The archipelago of Norway at the Skagerrak form a very relaxed landscape. The glaciers have not only smoothed the original rocks here, but also produced a special feature - large "Potholes (Jettegryte)" with circular, reflective water surfaces.
The largest pothole on this stretch of coast between Risør and Grimstad is called Jettegrytene på Fie. It is circular and has a diameter of several meters. The potholes are occasionally attractive bathing spots, because the water flowing in over the hot stone edges and the existing water are warmed up by the sun's rays. People like to swim in this pothole and we were lucky to be able to photograph it untouched.
These potholes are smooth and often cylindrical holes in otherwise solid rock. They form when a glacial river causes turbulent movement of rocks and gravel beneath its ice. The width and depth of the potholes varies from a few decimeters to several meters.

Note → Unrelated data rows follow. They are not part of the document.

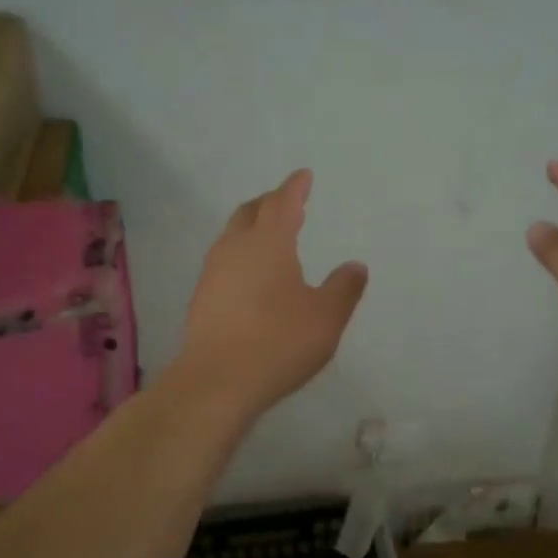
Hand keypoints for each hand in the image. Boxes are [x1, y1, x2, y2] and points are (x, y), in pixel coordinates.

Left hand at [173, 169, 368, 419]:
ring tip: (268, 236)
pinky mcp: (201, 298)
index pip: (282, 203)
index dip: (295, 187)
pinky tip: (250, 275)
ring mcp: (213, 272)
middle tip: (286, 202)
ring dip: (251, 228)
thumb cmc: (279, 342)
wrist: (217, 381)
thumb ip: (344, 288)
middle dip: (269, 203)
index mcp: (269, 243)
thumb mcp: (326, 317)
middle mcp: (236, 248)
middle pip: (250, 213)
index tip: (303, 176)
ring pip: (232, 236)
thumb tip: (355, 266)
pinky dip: (240, 254)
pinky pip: (224, 261)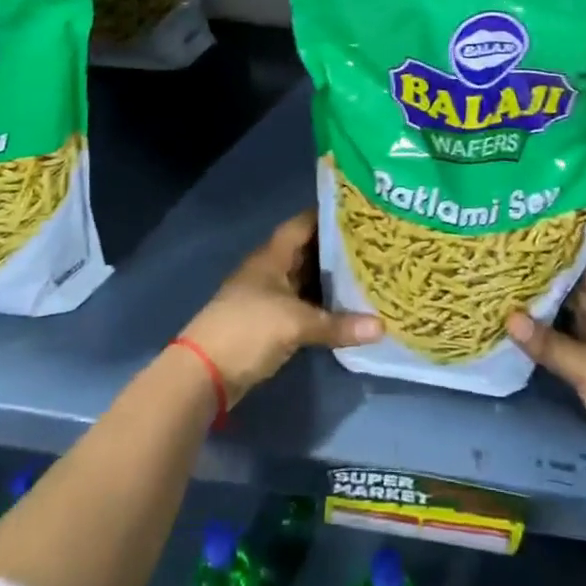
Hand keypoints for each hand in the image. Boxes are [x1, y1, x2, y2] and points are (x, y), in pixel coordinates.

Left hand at [180, 211, 381, 406]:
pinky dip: (324, 305)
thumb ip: (337, 324)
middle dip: (339, 249)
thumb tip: (381, 328)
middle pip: (309, 251)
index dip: (331, 216)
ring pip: (308, 280)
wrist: (204, 372)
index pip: (305, 223)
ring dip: (332, 279)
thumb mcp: (295, 324)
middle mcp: (272, 269)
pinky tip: (349, 308)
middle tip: (376, 245)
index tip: (363, 213)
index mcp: (273, 255)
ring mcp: (270, 296)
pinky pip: (304, 305)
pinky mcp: (271, 322)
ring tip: (370, 273)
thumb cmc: (248, 329)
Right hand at [507, 265, 585, 483]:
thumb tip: (509, 316)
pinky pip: (570, 347)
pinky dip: (549, 339)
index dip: (560, 256)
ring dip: (544, 311)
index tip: (525, 246)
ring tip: (505, 293)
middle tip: (506, 268)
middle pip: (578, 294)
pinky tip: (521, 332)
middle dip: (546, 283)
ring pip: (571, 321)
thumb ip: (550, 344)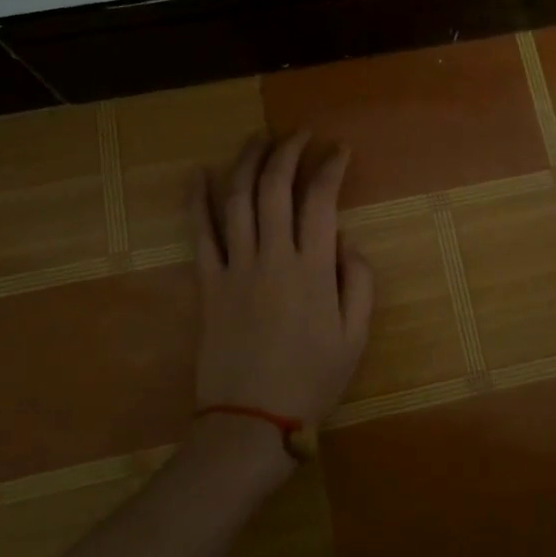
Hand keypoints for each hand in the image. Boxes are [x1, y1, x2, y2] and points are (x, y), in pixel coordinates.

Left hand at [190, 131, 374, 439]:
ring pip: (236, 200)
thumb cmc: (311, 382)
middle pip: (275, 188)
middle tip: (298, 133)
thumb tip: (348, 241)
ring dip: (246, 162)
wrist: (251, 423)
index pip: (320, 200)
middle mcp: (273, 257)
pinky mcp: (208, 283)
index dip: (329, 167)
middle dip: (287, 151)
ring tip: (257, 138)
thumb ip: (359, 283)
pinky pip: (199, 234)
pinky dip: (196, 200)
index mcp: (313, 269)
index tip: (338, 150)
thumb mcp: (355, 338)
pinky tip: (196, 174)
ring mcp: (236, 267)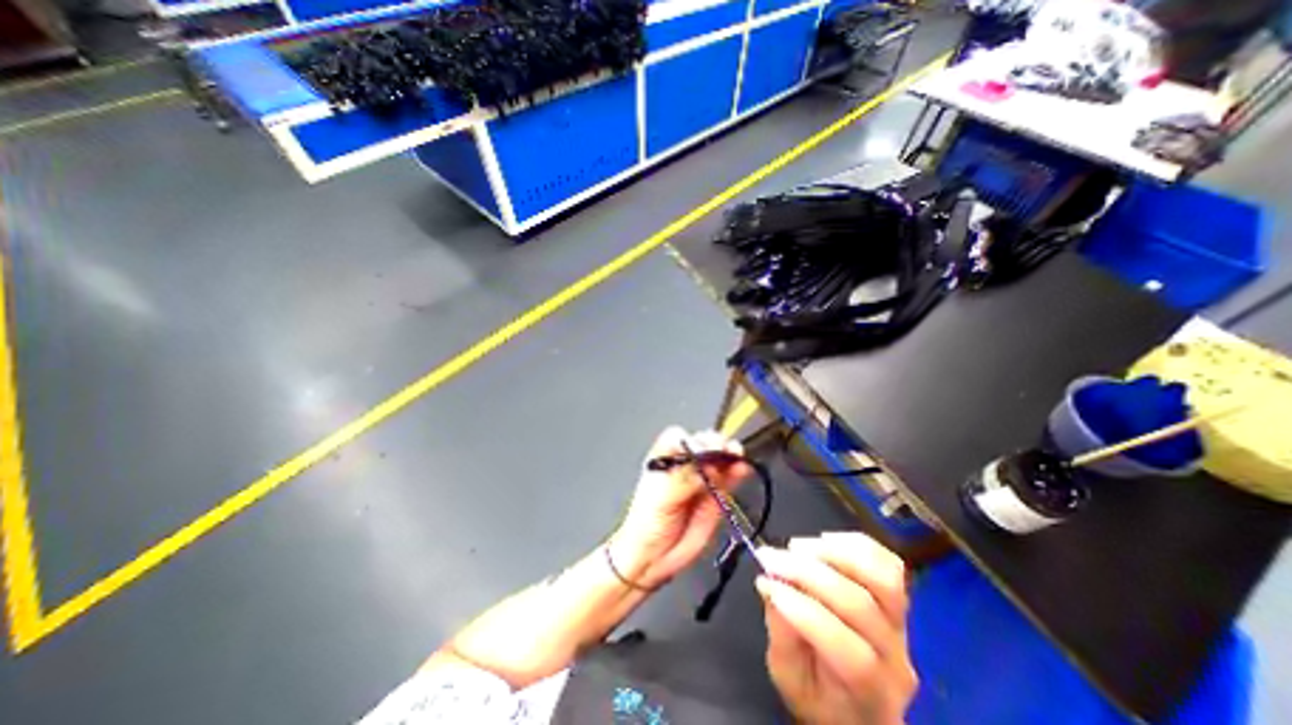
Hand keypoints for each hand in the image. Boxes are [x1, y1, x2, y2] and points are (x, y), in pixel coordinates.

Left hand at [609, 427, 753, 591]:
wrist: (654, 557)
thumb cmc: (647, 523)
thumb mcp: (659, 498)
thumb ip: (682, 479)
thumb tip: (706, 464)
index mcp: (664, 458)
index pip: (679, 437)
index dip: (691, 440)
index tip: (702, 450)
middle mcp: (684, 463)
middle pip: (703, 443)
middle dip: (715, 443)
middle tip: (725, 450)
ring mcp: (702, 477)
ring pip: (719, 458)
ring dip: (730, 454)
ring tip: (737, 456)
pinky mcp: (716, 494)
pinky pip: (729, 477)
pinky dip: (738, 471)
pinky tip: (743, 469)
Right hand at [759, 534, 916, 724]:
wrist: (857, 700)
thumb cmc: (818, 694)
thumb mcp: (788, 678)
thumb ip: (781, 635)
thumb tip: (770, 584)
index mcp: (870, 694)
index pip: (849, 651)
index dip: (804, 611)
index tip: (765, 583)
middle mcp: (895, 657)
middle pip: (860, 606)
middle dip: (807, 573)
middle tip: (771, 557)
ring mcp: (902, 624)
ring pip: (884, 579)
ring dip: (834, 553)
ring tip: (797, 547)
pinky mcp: (898, 597)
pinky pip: (889, 563)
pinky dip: (855, 543)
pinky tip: (824, 540)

These potholes are formed where a rock (or many rocks) are spun around in the same spot by a circular vortex of water. The abrasion begins to erode bedrock into a hole. Once started, the feature even amplifies on its own as the hole increases in diameter, creating an increasingly stronger vortex. A stone thrown into the hole is called a grinder. When it wears out from the constant circular movement, another stone will eventually roll in to take its place.
A less common explanation for how these potholes form is that the cylinders are formed by cavitation beneath the glacier, when water pressure creates a temperature that then erodes the pot.
By the way, the name in Norwegian comes from Jette (troll or giant).
We enjoyed the days on the archipelago and used the large potholes for beautiful shots of reflections.